Homelessness: row over outsourcing

Urgent talks with the HSE are being sought by trade unions who suspect that a new strategy for homeless welfare in Dublin will result in the services being out-sourced to the voluntary sector.


Community welfare officers fear their clients' best interests and their confidentiality will suffer if they are obliged to hand over their case files in a planned transfer of the service to the auspices of Dublin City Council. Siptu and Impact have asked the HSE to engage in round-table discussions of the implications of the strategy, 'Pathway to Home', which aims to eradicate homelessness.


The HSE's homeless persons unit currently provides support services including a free phone, the night bus and soup run, a payments facility and liaison with landlords, funded by DCC. The transfer is scheduled to happen next January and housing minister Michael Finneran has already been receiving submissions on a proposed tender for the provision of support services.
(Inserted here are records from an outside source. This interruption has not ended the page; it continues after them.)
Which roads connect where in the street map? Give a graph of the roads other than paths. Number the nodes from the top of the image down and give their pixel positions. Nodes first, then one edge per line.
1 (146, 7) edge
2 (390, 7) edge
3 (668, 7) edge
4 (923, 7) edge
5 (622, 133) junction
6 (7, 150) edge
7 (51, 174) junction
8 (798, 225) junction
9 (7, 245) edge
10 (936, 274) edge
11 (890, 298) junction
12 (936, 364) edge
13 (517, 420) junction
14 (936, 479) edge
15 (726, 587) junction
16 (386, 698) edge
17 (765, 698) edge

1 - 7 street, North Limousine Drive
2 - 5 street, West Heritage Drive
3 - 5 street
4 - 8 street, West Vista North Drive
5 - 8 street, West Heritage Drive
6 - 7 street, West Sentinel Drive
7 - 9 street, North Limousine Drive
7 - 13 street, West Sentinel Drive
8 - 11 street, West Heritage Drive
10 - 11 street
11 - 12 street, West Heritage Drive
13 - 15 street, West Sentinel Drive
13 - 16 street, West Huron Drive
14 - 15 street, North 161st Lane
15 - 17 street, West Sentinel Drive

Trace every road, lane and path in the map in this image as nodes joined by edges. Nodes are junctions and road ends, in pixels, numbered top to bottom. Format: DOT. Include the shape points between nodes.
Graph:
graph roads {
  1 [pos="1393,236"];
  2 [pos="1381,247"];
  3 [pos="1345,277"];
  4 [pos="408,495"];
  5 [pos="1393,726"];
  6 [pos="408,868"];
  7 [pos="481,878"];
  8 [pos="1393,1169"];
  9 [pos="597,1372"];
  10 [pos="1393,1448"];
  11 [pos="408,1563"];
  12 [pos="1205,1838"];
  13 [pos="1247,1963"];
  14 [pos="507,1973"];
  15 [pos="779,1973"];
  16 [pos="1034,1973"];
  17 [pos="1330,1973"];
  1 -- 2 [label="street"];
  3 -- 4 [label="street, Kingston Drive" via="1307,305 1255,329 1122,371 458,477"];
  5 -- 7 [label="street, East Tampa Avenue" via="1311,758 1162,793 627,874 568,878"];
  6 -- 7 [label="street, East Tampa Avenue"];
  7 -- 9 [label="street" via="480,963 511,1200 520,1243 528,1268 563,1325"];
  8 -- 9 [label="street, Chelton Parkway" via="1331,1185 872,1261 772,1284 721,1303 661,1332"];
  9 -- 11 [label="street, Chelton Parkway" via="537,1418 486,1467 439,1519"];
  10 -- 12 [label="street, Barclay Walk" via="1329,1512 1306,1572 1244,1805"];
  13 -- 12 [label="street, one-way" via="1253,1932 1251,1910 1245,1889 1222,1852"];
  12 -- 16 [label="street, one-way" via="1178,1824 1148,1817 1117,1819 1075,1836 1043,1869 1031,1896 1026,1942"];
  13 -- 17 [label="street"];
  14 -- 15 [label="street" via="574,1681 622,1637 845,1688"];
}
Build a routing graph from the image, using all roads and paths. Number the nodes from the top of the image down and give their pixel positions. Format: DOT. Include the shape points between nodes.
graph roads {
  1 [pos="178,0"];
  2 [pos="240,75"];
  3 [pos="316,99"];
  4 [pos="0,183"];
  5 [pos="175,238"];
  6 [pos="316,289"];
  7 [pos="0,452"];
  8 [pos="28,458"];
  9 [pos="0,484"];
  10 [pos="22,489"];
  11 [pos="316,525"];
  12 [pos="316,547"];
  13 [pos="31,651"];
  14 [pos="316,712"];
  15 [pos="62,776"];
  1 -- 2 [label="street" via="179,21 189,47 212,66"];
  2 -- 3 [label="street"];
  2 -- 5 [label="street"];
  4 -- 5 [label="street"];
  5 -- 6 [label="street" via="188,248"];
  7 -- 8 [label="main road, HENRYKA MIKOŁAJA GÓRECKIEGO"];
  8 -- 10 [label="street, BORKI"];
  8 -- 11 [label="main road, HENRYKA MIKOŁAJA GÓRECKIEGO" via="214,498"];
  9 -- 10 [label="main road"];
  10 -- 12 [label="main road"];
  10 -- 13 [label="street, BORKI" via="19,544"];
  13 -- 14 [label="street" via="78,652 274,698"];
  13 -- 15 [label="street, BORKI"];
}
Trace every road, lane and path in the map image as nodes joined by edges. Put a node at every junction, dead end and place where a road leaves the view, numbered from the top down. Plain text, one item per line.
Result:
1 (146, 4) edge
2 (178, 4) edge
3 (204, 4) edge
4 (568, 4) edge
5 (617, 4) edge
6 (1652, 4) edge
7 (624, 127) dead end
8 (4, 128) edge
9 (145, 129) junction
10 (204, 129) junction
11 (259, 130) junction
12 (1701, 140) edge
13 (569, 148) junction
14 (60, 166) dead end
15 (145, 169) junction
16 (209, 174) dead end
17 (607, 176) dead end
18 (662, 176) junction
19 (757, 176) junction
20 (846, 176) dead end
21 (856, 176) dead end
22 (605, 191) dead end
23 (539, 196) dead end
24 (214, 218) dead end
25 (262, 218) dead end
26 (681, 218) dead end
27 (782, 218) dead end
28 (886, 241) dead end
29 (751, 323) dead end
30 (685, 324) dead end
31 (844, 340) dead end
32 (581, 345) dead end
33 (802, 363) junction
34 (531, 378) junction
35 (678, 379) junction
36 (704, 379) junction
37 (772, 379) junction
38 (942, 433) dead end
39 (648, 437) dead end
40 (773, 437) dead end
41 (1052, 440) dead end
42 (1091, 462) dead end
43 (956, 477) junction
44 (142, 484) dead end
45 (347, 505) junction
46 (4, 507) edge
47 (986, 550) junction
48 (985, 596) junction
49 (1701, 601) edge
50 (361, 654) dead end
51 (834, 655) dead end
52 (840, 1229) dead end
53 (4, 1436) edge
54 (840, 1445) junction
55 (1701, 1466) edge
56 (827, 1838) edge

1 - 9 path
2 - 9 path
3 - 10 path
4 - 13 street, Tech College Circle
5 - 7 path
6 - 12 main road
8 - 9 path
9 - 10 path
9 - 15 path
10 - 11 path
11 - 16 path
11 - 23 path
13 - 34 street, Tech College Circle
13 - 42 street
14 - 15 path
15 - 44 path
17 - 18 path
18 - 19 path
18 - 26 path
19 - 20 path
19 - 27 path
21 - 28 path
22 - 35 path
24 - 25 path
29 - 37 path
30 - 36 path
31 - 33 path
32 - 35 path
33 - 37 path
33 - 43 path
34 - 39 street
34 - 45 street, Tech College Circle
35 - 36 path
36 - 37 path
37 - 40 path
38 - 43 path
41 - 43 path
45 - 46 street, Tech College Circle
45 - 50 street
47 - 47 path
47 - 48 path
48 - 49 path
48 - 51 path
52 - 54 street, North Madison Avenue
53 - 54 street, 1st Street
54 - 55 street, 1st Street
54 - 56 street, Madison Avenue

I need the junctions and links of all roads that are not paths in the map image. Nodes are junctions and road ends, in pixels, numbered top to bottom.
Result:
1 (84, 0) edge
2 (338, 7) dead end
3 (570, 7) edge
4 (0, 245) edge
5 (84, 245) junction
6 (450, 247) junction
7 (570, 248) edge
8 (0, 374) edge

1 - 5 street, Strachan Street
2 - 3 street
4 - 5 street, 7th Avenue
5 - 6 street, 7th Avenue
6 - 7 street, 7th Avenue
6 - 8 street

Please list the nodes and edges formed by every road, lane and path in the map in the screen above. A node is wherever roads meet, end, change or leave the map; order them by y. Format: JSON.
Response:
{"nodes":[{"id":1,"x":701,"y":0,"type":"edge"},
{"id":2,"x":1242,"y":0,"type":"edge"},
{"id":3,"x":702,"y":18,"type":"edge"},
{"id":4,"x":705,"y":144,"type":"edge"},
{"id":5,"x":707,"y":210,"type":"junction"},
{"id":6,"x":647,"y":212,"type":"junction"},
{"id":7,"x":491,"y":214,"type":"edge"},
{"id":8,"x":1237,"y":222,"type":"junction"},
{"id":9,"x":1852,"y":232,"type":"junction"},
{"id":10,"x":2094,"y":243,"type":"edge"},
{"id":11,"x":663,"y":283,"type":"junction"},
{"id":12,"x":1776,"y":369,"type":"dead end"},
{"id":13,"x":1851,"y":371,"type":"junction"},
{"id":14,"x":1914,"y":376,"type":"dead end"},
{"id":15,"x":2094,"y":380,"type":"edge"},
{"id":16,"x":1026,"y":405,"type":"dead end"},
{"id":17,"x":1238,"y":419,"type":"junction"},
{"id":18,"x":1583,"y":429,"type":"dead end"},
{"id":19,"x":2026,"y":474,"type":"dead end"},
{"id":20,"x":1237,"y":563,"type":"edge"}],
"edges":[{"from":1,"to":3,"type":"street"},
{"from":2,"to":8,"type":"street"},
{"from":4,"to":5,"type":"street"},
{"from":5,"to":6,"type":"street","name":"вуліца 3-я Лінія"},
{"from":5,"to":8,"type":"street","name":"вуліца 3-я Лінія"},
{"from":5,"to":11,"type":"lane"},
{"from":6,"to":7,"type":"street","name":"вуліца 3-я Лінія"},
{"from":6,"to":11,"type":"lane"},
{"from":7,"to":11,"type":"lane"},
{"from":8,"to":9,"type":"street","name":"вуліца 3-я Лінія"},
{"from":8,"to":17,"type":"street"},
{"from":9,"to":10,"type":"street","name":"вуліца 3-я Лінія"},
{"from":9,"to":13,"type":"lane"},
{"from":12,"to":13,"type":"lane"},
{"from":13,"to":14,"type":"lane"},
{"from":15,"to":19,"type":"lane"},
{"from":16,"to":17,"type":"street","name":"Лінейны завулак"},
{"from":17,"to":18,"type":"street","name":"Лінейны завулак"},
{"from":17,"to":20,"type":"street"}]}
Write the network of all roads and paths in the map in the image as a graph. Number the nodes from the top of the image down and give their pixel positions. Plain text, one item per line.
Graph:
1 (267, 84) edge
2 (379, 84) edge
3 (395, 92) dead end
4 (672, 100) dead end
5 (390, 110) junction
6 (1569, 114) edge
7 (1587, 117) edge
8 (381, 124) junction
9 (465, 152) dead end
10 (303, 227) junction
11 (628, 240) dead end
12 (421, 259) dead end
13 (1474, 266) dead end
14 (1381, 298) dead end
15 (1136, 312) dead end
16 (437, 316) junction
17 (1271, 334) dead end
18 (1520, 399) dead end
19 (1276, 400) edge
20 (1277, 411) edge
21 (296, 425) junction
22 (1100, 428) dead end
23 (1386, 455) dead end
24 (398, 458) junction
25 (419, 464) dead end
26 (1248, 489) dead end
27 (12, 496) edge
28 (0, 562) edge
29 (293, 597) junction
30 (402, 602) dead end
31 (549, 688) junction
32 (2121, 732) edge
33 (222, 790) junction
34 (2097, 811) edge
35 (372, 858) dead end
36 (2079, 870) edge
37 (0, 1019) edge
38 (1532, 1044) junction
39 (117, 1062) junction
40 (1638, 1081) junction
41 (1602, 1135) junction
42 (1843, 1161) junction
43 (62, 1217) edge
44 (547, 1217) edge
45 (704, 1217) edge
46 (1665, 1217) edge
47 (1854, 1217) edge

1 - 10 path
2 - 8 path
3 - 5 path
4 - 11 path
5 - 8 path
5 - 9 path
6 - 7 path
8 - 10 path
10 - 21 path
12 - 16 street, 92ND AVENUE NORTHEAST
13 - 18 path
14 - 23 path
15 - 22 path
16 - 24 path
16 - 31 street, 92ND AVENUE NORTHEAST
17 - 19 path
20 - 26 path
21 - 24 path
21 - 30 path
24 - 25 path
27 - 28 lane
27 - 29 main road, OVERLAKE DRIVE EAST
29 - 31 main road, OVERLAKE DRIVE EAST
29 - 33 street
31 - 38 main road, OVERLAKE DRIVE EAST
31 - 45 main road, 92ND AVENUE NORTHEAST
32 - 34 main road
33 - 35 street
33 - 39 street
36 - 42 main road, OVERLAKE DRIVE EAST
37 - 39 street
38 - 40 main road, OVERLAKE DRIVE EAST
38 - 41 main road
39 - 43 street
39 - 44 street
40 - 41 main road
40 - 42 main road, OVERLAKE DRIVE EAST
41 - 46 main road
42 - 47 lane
There are growing tensions within the voluntary homeless sector too. Five of the country's biggest organisations have written to environment minister John Gormley criticising his decision to open a 'cold weather' emergency shelter in the capital last winter. Directors of Crosscare, Focus Ireland, Dublin Simon, the DePaul Trust and Merchants Quay called it "a backward move" that "will be a retrograde step in our efforts to end homelessness in Dublin". The letter railed against the opening of the shelter "on the basis of one unsubstantiated call". That call had been made on Morning Ireland in January by Alice Leahy, director of Trust. Gormley said he made the decision after hearing her speak about people sleeping in bushes in one of the coldest spells in nearly 20 years. A spokesman for the minister said no decision had been made on whether to provide the shelter again next winter. Asked for her reaction to the letter written by her counterparts in the sector, Leahy said she had no comment to make.


"We are aware of the 'Pathway to Home' document," said Kevin Figgis, chairman of Siptu's health professionals' branch. "We feel there hasn't been sufficient debate in regard to what's in the best interests of the client and maybe other parties are too eager to take over services they don't fully understand."